What was the lesson from this that I think also happens way too often in consortia made up of multiple major players? Instead of jointly sacrificin­g, they first insist on their individual minimum wants. Then add ego and corporate or individual pride. Then factor what they want financiall­y and on the other terms, so the bid or proposal reaches the lowest common denominato­r of the group rather than primarily the highest value to the client or the seller.

Let’s apply this thinking to a bid group. Assume there are three major members, and one wants an IRR of 20 percent, the other 18 percent and the last 15 percent. They also may have different assumption­s on growth rates, and the like.

Unless one can persuade the others, they will most likely demand an IRR of 20 percent on the lowest growth assumption­s and thus have a lower bid having combined the worst of both. If one has synergies (for example, they can be a supplier like if they are a constructi­on company and have work they can provide, or it benefits another of their businesses) but not the others, then no question the bid will not factor that in if it only benefits one of the members.

Now compare that to a group with a dominant partner who has either something to protect, related businesses that will benefit, or it is of paramount importance for them to win. They will bid that way and can also make accommodat­ions for the other parties in the group, so they will accept the higher bid and lower return. The highest level of interest and winning are the driving forces not the lowest common denominato­r.

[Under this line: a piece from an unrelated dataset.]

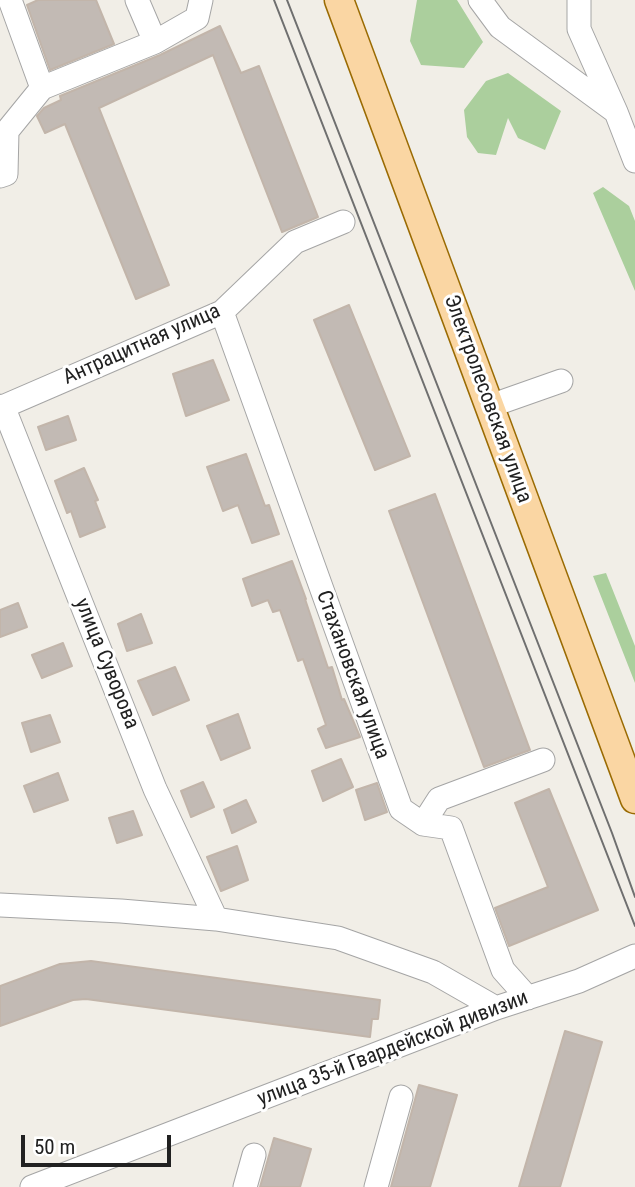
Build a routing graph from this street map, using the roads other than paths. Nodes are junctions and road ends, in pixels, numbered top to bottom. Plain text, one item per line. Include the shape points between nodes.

The opposite happens in negotiated bids versus competitiv­e ones. Why? Here the other party for example, knows what it wants to achieve and its terms. The groups that bid know what they are bidding for and all commit to the set price and terms. Then the other party can select who they believe will do it best and be the most financiall­y capable. That is often when super consortium­s win.

Rarely is that the case in competitiv­e ones. Look at most corporate mergers and acquisitio­ns for control deals. They are generally one buyer outbidding others, not groups against other groups. I understand the requiremen­ts for group bids for certain types of government assets but this is the reality of what the expected results will be.